社会勉強への意欲から、遠縁のもっふんママに頼んで採用してもらったのであるが、
甘えた者に思われないよう、そのことは隠しておきたいと思っているが、何かが漏れ出ている。
皆が拍手をする中、遠目に見ていたボクッ娘とゴヘイは敏感にそれを感じとっていた。
「何だか違和感があるわねゴヘイちゃん。そんなに器量良しの娘には見えないけど。」
「そうだねボクッ娘ちゃん。何となく‘ゆとり’のにおいがするわ。ちょっとお話してみましょうよ。」
そう言うとボンボンのもとに歩み寄ってくる二人であった。
「初めましてボンちゃん。僕は“ボクッ娘”って呼んでね。ところで何でここで働こうと思ったの?」
「え・・と、その・・・勤労の喜びに触れ、皆とそれを分かち合いたいと言うか・・・。」
三人で会話をするが、ボンボンの隠し事のせいか、いまいち話がしっくりと二人にはこない。
ボンボンとボクッ娘ゴヘイ
そんな折、いつものようにお腹を空かせた“筒”(14話ほか)が、ブツブツ言いながら三人の横を通り過ぎた。

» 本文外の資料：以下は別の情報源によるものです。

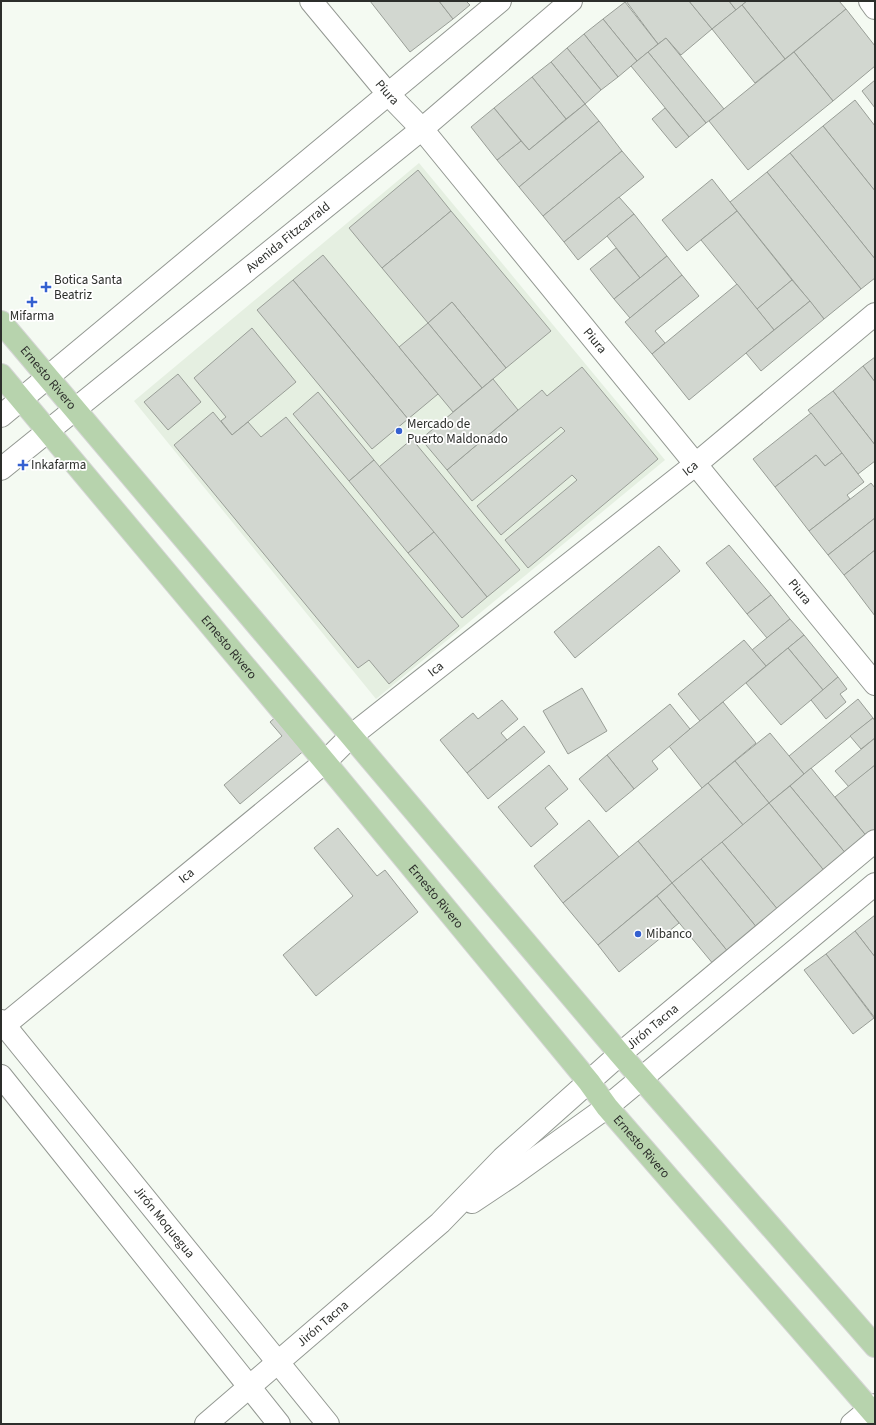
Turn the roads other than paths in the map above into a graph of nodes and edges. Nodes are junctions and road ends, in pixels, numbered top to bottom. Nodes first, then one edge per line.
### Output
1 (310, 1) edge
2 (500, 1) edge
3 (571, 1) edge
4 (870, 1) edge
5 (875, 8) edge
6 (389, 95) junction
7 (422, 129) junction
8 (875, 314) edge
9 (1, 322) edge
10 (1, 375) edge
11 (48, 376) junction
12 (22, 399) junction
13 (75, 410) junction
14 (1, 416) edge
15 (46, 430) junction
16 (696, 464) junction
17 (1, 469) edge
18 (875, 684) edge
19 (350, 736) junction
20 (325, 762) junction
21 (875, 841) edge
22 (875, 884) edge
23 (2, 1025) edge
24 (620, 1054) junction
25 (1, 1076) edge
26 (642, 1077) junction
27 (589, 1082) junction
28 (607, 1107) junction
29 (440, 1223) junction
30 (875, 1346) edge
31 (278, 1364) junction
32 (249, 1388) junction
33 (873, 1410) edge
34 (206, 1424) edge
35 (279, 1424) edge
36 (328, 1424) edge
37 (852, 1424) edge

1 - 6 street, Piura
2 - 6 street
3 - 7 street, Avenida Fitzcarrald
4 - 5 street
6 - 7 street, Piura
6 - 11 street
7 - 13 street, Avenida Fitzcarrald
7 - 16 street, Piura
8 - 16 street, Ica
9 - 11 main road, Ernesto Rivero
10 - 12 main road, Ernesto Rivero
11 - 12 street
11 - 13 main road, Ernesto Rivero
12 - 14 street
12 - 15 main road, Ernesto Rivero
13 - 15 street, Avenida Fitzcarrald
13 - 19 main road, Ernesto Rivero
15 - 17 street, Avenida Fitzcarrald
15 - 20 main road, Ernesto Rivero
16 - 18 street, Piura
16 - 19 street, Ica
19 - 20 street, Ica
19 - 24 main road, Ernesto Rivero
20 - 23 street, Ica
20 - 27 main road, Ernesto Rivero
21 - 24 street, Jirón Tacna
22 - 26 street, Jirón Tacna
23 - 31 street, Jirón Moquegua
24 - 26 main road, Ernesto Rivero
24 - 27 street, Jirón Tacna
25 - 32 street
26 - 28 street, Jirón Tacna
26 - 30 main road, Ernesto Rivero
27 - 28 main road, Ernesto Rivero
27 - 29 street, Jirón Tacna
28 - 29 street, Jirón Tacna
28 - 33 main road, Ernesto Rivero
29 - 31 street, Jirón Tacna
31 - 32 street, Jirón Tacna
31 - 36 street, Jirón Moquegua
32 - 34 street, Jirón Tacna
32 - 35 street
33 - 37 street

「小腹が空いたわぁ。パンか何か腹持ちの良いものでもないかしら。」
それを聞いたボンボンは思わずニッコリとしながら、ボクッ娘とゴヘイに言ってしまう。
「パンが無いならお菓子を食べたら良いのにね!」
「貴族かっ!」思わず同時につっこんでしまうボクッ娘とゴヘイ。ボクッ娘がボンボンに言う。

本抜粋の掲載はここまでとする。